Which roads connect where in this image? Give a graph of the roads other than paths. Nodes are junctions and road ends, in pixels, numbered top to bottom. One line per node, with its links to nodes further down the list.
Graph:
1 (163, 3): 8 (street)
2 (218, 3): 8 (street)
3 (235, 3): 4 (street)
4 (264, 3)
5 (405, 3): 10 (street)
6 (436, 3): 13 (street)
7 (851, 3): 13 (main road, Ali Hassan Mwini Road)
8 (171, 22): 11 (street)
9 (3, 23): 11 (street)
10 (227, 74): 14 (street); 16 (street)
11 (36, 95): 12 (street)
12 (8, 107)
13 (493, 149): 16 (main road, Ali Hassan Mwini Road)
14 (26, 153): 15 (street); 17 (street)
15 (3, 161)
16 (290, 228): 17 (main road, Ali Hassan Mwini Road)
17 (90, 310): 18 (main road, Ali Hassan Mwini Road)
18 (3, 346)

• THE TASK: Copy every record exactly as presented.

• WRITTEN ANSWER:
Which roads connect where in this image? Give a graph of the roads other than paths. Nodes are junctions and road ends, in pixels, numbered top to bottom. One line per node, with its links to nodes further down the list.
Graph:
1 (163, 3): 8 (street)
2 (218, 3): 8 (street)
3 (235, 3): 4 (street)
4 (264, 3)
5 (405, 3): 10 (street)
6 (436, 3): 13 (street)
7 (851, 3): 13 (main road, Ali Hassan Mwini Road)
8 (171, 22): 11 (street)
9 (3, 23): 11 (street)
10 (227, 74): 14 (street); 16 (street)
11 (36, 95): 12 (street)
12 (8, 107)
13 (493, 149): 16 (main road, Ali Hassan Mwini Road)
14 (26, 153): 15 (street); 17 (street)
15 (3, 161)
16 (290, 228): 17 (main road, Ali Hassan Mwini Road)
17 (90, 310): 18 (main road, Ali Hassan Mwini Road)
18 (3, 346)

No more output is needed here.